TASK GOAL →
Look through the lines below and extract each one that contains "paths".

BEGIN

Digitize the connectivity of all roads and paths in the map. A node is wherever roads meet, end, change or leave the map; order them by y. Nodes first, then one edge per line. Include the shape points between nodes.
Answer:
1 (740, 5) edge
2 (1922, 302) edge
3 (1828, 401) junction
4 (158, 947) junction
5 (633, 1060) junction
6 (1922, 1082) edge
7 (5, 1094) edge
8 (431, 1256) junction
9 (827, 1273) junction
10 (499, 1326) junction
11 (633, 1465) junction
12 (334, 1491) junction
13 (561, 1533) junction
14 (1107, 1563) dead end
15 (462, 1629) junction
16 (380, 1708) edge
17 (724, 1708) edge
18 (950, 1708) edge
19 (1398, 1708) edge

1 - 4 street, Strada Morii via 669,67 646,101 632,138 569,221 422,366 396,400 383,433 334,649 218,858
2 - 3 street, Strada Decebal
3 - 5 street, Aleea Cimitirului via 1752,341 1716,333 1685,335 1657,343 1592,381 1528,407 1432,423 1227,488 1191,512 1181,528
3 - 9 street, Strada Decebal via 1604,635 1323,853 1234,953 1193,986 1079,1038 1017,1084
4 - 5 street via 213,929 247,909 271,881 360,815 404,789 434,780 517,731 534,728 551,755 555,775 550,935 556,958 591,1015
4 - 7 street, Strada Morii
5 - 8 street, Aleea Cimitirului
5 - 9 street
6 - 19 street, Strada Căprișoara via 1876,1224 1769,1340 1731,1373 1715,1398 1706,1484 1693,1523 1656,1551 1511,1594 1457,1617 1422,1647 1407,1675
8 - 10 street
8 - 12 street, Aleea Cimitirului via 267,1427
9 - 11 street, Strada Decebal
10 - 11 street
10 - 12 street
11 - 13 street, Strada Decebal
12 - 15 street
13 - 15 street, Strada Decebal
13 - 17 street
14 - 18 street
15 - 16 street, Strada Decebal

END
BEGIN

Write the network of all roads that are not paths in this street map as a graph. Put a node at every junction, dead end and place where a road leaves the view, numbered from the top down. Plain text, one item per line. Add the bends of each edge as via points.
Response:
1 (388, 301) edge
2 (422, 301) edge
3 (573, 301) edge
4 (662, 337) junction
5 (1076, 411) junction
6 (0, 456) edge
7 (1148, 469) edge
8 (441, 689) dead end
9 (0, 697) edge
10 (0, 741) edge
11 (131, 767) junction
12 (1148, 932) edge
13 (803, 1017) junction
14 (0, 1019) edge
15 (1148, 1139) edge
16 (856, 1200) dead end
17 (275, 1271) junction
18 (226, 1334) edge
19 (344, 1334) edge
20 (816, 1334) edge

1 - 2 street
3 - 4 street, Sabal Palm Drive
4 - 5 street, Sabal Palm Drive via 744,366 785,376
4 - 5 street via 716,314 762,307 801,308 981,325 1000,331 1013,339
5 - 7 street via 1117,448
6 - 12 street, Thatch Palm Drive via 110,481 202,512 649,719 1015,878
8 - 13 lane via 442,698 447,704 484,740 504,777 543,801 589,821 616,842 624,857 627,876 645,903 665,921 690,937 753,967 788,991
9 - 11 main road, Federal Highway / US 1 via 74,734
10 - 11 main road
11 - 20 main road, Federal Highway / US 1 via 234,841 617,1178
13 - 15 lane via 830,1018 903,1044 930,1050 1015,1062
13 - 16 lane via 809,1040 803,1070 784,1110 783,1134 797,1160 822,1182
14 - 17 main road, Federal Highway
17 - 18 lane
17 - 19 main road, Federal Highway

END

SOLUTION TO THE EXERCISE →
Digitize the connectivity of all roads and paths in the map. A node is wherever roads meet, end, change or leave the map; order them by y. Nodes first, then one edge per line. Include the shape points between nodes.
Write the network of all roads that are not paths in this street map as a graph. Put a node at every junction, dead end and place where a road leaves the view, numbered from the top down. Plain text, one item per line. Add the bends of each edge as via points.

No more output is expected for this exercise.